Exercise prompt:
From the entries below, copy every line holding the word "Write".

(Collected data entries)

BEGIN

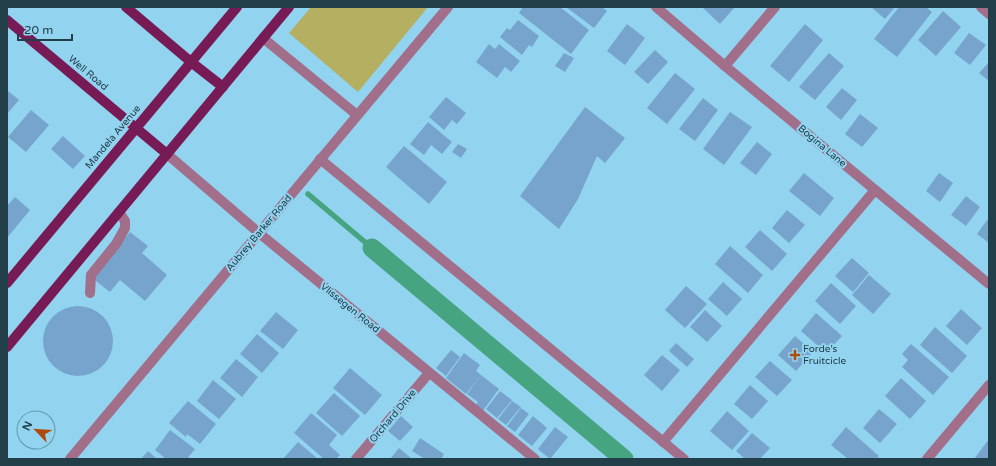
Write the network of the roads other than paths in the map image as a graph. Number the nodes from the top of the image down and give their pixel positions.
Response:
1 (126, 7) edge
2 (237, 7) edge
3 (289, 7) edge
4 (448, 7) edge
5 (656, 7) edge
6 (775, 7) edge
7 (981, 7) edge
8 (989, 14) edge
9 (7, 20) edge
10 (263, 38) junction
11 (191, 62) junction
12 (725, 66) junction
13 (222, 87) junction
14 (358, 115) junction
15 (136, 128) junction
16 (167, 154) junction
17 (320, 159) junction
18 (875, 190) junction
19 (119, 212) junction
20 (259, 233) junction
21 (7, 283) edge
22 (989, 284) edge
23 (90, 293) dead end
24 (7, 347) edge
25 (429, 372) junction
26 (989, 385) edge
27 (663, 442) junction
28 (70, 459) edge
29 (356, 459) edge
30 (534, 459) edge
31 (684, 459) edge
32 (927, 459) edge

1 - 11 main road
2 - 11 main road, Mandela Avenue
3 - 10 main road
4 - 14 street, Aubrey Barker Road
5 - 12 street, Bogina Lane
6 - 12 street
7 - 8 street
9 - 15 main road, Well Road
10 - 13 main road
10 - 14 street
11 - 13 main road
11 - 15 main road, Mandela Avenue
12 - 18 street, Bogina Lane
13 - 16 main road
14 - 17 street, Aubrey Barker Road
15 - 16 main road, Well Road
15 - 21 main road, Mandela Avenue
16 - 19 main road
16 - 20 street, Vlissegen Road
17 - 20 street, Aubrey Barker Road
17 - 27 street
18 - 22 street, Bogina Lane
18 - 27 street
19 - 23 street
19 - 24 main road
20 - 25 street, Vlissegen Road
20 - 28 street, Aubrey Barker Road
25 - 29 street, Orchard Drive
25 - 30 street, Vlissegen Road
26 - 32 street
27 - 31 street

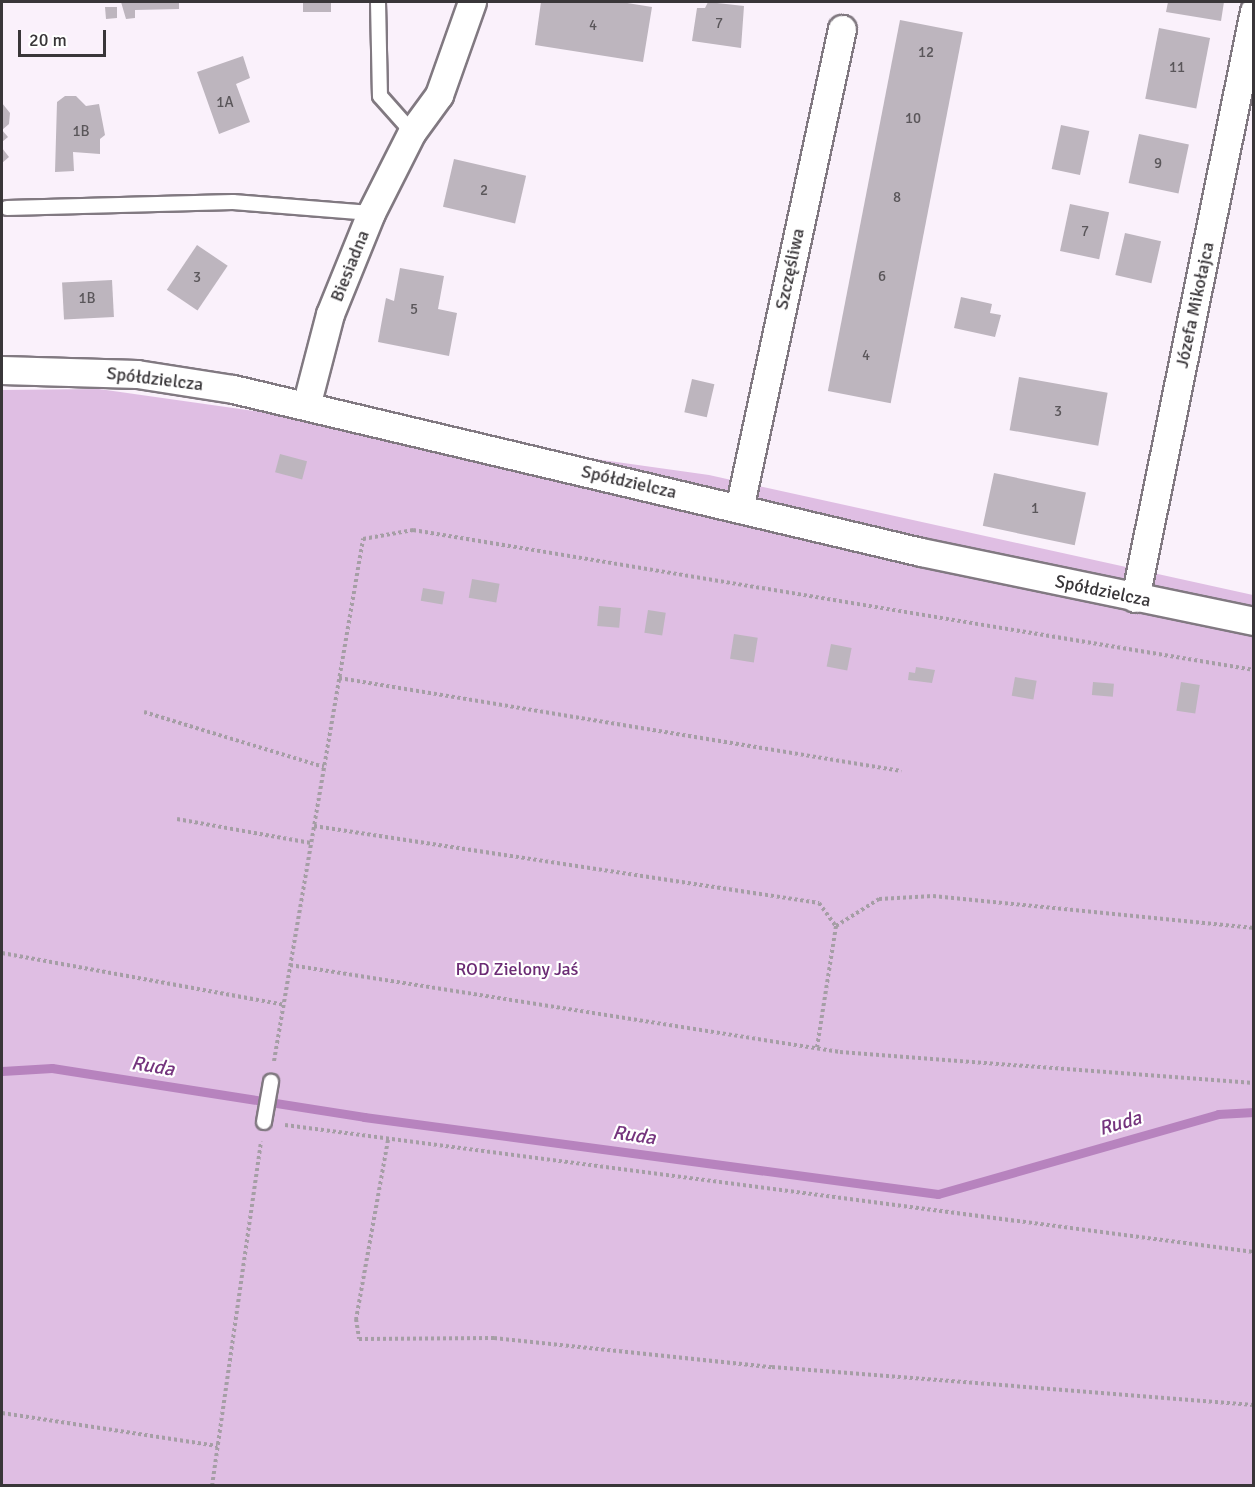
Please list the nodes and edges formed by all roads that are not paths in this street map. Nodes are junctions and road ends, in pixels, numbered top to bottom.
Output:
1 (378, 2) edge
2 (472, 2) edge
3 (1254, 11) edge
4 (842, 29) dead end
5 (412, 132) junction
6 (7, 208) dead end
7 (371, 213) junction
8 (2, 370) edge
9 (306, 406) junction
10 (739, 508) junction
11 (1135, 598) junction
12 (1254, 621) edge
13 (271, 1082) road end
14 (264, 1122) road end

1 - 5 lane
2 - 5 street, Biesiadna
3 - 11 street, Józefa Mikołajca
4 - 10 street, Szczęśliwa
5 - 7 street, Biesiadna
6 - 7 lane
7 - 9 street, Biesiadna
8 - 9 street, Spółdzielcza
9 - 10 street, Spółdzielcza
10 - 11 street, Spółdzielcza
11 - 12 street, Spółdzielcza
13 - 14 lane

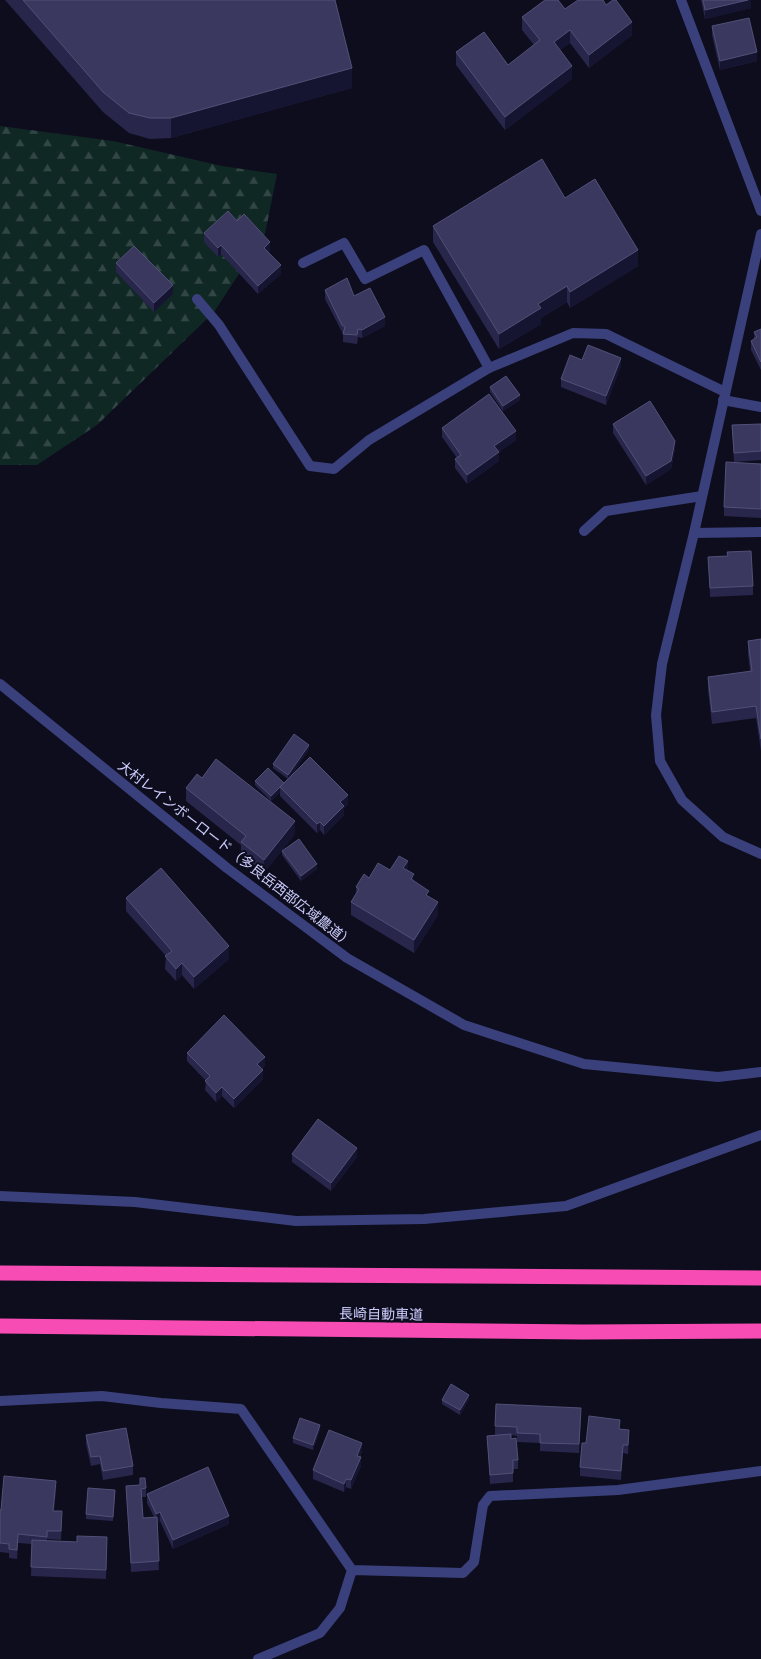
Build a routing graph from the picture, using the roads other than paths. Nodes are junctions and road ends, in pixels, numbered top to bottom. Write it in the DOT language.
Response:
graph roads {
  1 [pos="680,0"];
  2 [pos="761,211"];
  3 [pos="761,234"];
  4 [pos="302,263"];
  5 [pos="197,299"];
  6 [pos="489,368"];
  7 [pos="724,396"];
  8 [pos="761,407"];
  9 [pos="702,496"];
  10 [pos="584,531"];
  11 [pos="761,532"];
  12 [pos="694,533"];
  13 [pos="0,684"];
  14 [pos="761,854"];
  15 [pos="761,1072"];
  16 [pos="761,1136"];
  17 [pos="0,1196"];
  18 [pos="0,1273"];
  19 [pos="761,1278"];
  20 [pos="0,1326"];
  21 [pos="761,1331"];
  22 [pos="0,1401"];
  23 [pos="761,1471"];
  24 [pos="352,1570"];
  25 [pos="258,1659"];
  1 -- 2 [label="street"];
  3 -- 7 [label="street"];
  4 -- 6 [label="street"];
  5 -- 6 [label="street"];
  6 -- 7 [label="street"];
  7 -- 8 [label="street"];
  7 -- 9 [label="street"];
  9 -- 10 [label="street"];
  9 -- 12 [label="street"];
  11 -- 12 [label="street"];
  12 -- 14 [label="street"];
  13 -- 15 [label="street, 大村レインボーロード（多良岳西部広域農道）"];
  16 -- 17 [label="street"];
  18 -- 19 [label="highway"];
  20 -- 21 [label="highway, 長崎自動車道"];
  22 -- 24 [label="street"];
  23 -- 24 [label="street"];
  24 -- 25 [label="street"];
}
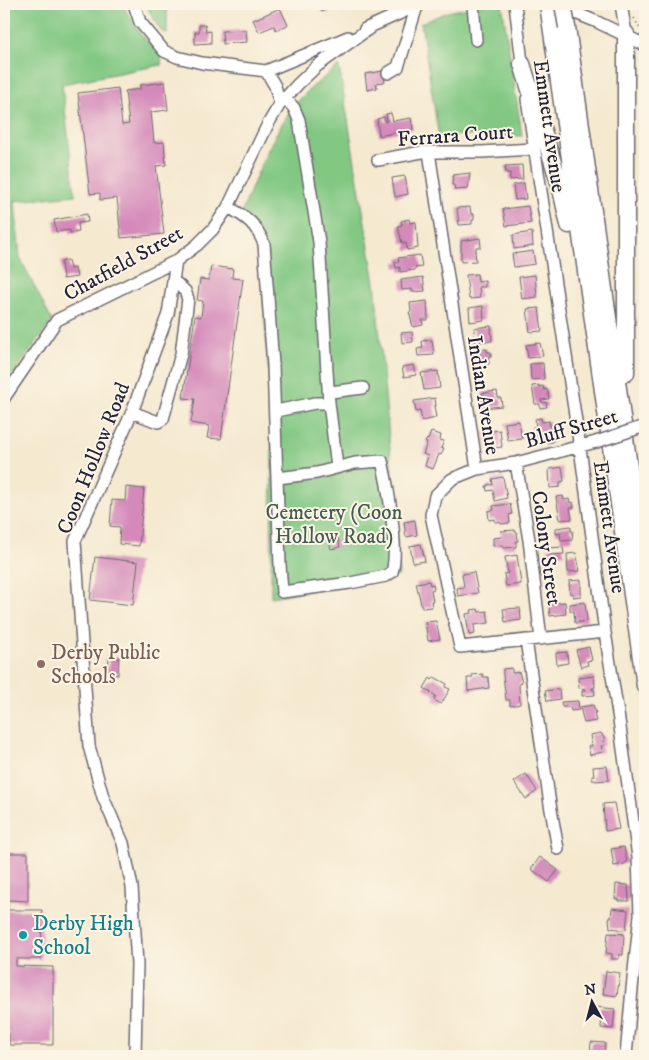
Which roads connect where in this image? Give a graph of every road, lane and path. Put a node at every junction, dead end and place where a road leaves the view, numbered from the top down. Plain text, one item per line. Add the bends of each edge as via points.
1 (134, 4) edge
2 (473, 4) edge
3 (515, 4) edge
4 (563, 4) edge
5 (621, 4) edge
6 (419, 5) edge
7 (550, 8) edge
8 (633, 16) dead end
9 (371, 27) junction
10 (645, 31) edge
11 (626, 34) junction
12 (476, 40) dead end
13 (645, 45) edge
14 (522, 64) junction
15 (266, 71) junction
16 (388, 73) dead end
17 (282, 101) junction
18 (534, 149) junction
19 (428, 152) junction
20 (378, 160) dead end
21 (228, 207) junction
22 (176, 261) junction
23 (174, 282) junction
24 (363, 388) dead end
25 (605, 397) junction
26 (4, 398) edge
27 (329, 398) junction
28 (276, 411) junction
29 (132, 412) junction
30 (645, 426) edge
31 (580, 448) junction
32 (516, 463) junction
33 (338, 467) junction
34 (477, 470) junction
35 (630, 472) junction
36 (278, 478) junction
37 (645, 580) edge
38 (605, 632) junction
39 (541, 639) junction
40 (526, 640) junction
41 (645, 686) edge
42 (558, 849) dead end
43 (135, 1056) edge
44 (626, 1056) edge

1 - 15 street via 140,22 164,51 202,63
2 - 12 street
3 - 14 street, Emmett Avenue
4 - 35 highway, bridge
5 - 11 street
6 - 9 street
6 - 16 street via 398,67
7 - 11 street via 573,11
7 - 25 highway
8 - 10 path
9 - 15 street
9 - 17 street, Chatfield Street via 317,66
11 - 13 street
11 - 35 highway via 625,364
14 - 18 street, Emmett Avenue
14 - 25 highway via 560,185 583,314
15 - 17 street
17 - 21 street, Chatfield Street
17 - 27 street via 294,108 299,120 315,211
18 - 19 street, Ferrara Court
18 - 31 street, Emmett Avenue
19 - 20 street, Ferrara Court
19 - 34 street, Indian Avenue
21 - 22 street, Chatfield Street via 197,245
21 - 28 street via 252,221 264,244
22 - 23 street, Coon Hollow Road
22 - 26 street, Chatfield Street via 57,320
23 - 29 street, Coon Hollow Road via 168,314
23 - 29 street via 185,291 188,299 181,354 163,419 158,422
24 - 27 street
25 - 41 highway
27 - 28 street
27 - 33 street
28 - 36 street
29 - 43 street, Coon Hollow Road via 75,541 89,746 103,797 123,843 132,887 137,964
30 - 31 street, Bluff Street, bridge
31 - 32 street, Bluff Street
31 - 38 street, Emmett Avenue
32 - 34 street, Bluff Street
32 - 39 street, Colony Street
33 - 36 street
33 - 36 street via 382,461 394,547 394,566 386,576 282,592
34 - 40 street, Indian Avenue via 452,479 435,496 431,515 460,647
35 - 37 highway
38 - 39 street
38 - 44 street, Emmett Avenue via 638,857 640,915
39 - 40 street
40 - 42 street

END

Answer space:
Write the network of the roads other than paths in the map image as a graph. Number the nodes from the top of the image down and give their pixel positions.
Build a routing graph from the picture, using the roads other than paths. Nodes are junctions and road ends, in pixels, numbered top to bottom. Write it in the DOT language.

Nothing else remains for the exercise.